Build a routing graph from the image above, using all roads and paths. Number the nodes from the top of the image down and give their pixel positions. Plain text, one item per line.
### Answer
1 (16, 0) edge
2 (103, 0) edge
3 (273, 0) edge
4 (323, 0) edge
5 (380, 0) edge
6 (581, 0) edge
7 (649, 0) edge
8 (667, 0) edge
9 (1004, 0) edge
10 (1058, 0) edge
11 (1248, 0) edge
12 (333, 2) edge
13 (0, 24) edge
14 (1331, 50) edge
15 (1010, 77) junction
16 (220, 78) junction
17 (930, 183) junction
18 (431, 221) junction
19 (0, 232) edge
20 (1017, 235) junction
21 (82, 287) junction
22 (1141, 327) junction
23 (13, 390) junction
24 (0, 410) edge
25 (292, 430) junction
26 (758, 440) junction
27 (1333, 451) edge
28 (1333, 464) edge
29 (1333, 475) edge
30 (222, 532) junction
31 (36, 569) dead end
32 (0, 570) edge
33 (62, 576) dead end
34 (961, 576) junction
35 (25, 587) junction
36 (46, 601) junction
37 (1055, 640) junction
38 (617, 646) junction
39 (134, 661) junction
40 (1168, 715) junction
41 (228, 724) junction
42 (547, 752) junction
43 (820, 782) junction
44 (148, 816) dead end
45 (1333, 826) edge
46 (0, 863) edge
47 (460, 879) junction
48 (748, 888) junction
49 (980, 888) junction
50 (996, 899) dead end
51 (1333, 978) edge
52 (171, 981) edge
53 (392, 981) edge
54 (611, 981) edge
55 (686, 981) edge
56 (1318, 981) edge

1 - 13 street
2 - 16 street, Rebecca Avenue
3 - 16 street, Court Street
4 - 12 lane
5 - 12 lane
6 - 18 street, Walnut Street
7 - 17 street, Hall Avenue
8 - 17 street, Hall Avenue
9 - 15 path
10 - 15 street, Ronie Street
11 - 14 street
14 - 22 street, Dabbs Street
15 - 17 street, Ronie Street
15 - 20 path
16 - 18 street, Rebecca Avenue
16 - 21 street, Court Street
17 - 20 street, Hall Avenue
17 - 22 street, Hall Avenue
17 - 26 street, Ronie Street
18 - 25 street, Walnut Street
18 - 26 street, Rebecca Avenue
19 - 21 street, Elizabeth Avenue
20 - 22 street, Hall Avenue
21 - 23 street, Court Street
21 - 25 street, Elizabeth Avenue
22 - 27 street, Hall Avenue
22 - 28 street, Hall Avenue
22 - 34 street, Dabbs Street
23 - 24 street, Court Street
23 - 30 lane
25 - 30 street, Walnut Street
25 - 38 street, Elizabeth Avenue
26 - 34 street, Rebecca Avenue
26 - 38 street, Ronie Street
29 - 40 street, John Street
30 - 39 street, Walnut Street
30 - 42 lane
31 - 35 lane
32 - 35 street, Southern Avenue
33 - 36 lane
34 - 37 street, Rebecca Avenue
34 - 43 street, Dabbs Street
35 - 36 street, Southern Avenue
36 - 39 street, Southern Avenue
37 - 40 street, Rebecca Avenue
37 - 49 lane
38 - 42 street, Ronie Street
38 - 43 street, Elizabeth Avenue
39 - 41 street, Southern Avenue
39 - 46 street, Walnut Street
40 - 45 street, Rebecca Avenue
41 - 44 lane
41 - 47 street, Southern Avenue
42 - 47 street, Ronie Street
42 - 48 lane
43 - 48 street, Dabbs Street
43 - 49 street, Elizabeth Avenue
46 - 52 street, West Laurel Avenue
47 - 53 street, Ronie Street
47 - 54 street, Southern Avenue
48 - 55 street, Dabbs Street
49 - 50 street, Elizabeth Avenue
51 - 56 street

● TASK DETAILS:
Look through the entries above; copy every line holding the string "Hall".

● WRITTEN ANSWER:
7 - 17 street, Hall Avenue
8 - 17 street, Hall Avenue
17 - 20 street, Hall Avenue
17 - 22 street, Hall Avenue
20 - 22 street, Hall Avenue
22 - 27 street, Hall Avenue
22 - 28 street, Hall Avenue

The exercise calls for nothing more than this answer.